[Top][All Lists]

[Date Prev][Date Next][Thread Prev][Thread Next][Date Index][Thread Index]

Re: [Qemu-devel] [PATCH v14 13/21] qdict: allow qdict_crumple to accept

From: Markus Armbruster
Subject: Re: [Qemu-devel] [PATCH v14 13/21] qdict: allow qdict_crumple to accept compound types as values
Date: Tue, 18 Oct 2016 17:35:58 +0200
User-agent: Gnus/5.13 (Gnus v5.13) Emacs/24.5 (gnu/linux)

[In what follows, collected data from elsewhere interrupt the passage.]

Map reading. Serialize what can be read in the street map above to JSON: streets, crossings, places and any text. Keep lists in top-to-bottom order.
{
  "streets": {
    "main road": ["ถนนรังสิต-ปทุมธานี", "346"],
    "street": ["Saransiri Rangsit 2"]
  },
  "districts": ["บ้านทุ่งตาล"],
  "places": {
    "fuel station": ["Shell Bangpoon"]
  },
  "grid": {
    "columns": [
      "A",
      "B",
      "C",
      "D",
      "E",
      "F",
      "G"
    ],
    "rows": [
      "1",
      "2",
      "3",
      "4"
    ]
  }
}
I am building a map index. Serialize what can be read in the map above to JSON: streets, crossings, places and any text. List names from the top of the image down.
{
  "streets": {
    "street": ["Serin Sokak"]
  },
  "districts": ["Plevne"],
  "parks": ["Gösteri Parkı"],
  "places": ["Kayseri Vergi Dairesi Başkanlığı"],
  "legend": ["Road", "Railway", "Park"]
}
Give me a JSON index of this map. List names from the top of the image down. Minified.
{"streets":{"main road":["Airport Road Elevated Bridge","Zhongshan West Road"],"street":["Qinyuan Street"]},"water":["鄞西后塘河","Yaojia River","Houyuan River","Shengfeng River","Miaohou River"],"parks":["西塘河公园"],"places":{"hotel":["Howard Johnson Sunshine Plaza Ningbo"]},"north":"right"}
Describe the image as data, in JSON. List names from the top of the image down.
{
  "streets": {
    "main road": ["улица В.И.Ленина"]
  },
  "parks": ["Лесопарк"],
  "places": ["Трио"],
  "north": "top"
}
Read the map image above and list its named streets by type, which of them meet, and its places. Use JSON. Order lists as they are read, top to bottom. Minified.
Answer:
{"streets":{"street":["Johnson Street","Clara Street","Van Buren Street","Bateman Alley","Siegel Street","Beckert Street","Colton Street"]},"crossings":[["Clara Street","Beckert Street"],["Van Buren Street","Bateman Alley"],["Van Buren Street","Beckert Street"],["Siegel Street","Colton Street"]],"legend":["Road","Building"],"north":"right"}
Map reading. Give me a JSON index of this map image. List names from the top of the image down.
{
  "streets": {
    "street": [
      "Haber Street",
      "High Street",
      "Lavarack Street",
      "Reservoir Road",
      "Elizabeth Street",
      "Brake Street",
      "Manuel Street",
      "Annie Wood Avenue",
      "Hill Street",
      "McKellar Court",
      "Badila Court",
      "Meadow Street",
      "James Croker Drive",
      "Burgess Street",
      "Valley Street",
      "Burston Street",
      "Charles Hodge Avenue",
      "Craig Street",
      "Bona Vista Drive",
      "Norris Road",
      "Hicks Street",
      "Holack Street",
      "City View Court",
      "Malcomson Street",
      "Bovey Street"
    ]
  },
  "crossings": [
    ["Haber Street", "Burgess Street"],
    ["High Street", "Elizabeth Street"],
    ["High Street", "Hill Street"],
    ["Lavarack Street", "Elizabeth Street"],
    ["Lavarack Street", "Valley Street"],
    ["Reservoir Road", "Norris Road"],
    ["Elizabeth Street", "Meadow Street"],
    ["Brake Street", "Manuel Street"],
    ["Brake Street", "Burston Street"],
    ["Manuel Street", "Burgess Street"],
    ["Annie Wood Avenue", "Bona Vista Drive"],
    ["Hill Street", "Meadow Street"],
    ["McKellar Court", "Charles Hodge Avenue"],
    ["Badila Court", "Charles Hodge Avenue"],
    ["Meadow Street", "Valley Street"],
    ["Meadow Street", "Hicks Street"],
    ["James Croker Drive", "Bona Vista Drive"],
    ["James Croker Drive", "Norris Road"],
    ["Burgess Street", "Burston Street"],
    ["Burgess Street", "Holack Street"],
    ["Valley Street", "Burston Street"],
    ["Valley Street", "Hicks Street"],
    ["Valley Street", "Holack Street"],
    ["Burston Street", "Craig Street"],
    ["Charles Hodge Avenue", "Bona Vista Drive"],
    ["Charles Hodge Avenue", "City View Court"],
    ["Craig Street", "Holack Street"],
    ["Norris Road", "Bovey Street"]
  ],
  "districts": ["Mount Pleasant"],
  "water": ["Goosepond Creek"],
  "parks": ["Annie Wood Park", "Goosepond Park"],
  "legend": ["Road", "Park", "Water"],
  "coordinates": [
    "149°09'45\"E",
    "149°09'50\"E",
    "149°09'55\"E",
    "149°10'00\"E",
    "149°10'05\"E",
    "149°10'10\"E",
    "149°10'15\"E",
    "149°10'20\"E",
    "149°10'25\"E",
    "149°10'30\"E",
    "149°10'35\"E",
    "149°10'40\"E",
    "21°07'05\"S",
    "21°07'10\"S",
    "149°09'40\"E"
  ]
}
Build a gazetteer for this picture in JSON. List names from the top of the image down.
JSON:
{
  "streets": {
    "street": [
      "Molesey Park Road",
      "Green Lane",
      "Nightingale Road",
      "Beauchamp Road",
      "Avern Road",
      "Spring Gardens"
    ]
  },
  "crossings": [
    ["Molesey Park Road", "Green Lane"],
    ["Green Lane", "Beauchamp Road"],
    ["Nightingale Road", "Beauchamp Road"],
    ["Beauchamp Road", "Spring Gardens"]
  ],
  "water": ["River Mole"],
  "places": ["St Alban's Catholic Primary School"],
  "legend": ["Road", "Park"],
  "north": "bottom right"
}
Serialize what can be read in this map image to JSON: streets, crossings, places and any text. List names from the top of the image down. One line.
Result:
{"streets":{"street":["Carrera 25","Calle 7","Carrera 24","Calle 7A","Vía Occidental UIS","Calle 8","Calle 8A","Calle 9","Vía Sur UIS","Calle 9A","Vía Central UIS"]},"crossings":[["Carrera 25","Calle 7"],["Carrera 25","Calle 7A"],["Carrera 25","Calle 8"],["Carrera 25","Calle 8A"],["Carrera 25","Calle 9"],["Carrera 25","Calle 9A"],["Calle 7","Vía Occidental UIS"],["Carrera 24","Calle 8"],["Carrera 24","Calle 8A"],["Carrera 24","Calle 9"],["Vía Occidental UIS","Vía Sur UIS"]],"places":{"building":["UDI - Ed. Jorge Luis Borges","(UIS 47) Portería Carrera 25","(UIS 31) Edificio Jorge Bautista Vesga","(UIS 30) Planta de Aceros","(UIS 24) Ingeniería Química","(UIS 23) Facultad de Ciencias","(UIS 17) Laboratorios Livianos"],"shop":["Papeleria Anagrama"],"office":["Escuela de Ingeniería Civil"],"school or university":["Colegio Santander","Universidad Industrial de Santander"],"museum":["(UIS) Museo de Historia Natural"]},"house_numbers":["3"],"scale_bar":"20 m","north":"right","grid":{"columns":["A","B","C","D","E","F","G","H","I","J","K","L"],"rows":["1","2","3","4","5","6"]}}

Kevin Wolf <address@hidden> writes:

> Am 17.10.2016 um 16:50 hat Markus Armbruster geschrieben:
>> Kevin Wolf <address@hidden> writes:
>> > Am 13.10.2016 um 14:35 hat Markus Armbruster geschrieben:
>> >> Cc: Kevin for discussion of QemuOpts dotted key convention
>> >> 
>> >> "Daniel P. Berrange" <address@hidden> writes:
>> >> 
>> >> > Currently qdict_crumple requires a totally flat QDict as its
>> >> > input. i.e. all values in the QDict must be scalar types.
>> >> >
>> >> > In order to have backwards compatibility with the OptsVisitor,
>> >> > qemu_opt_to_qdict() has a new mode where it may return a QList
>> >> > for values in the QDict, if there was a repeated key. We thus
>> >> > need to allow compound types to appear as values in the input
>> >> > dict given to qdict_crumple().
>> >> >
>> >> > To avoid confusion, we sanity check that the user has not mixed
>> >> > the old and new syntax at the same time. e.g. these are allowed
>> >> >
>> >> >    foo=hello,foo=world,foo=wibble
>> >> >    foo.0=hello,foo.1=world,foo.2=wibble
>> >> >
>> >> > but this is forbidden
>> >> >
>> >> >    foo=hello,foo=world,foo.2=wibble
>> >> 
>> >> I understand the need for foo.bar=val.  It makes it possible to specify
>> >> nested dictionaries with QemuOpts.
>> >> 
>> >> The case for foo.0=val is less clear.  QemuOpts already supports lists,
>> >> by repeating keys.  Why do we need a second, wordier way to specify
>> >> them?
>> >
>> > Probably primarily because someone didn't realise this when introducing
>> > the dotted syntax.
>> Can't even blame "someone" for that; it's an obscure, underdocumented
>> feature of an interface that's collapsing under its load of obscure,
>> underdocumented features.
>> On the other hand, that's not exactly a state that allows for *more*
>> obscure features.
> I don't really think we're introducing more obscure features here, but
> rather trying to implement a single, and rather straightforward, way as
> the standard.
> Dotted syntax for hierarchy has actually plenty of precedence in qemu if
> you look a bit closer (the block layer, -global, -device foo,help, even
> the bus names you mentioned below are really just flattened lists), so
> we're only making things more consistent.
>> >                    Also because flat QDicts can't represent this.
>> Explain?
> Repeated options are parsed into QLists. If you keep it at that without
> flattening you have at least a QDict that contains a QList that contains
> simple types. This is not flat any more.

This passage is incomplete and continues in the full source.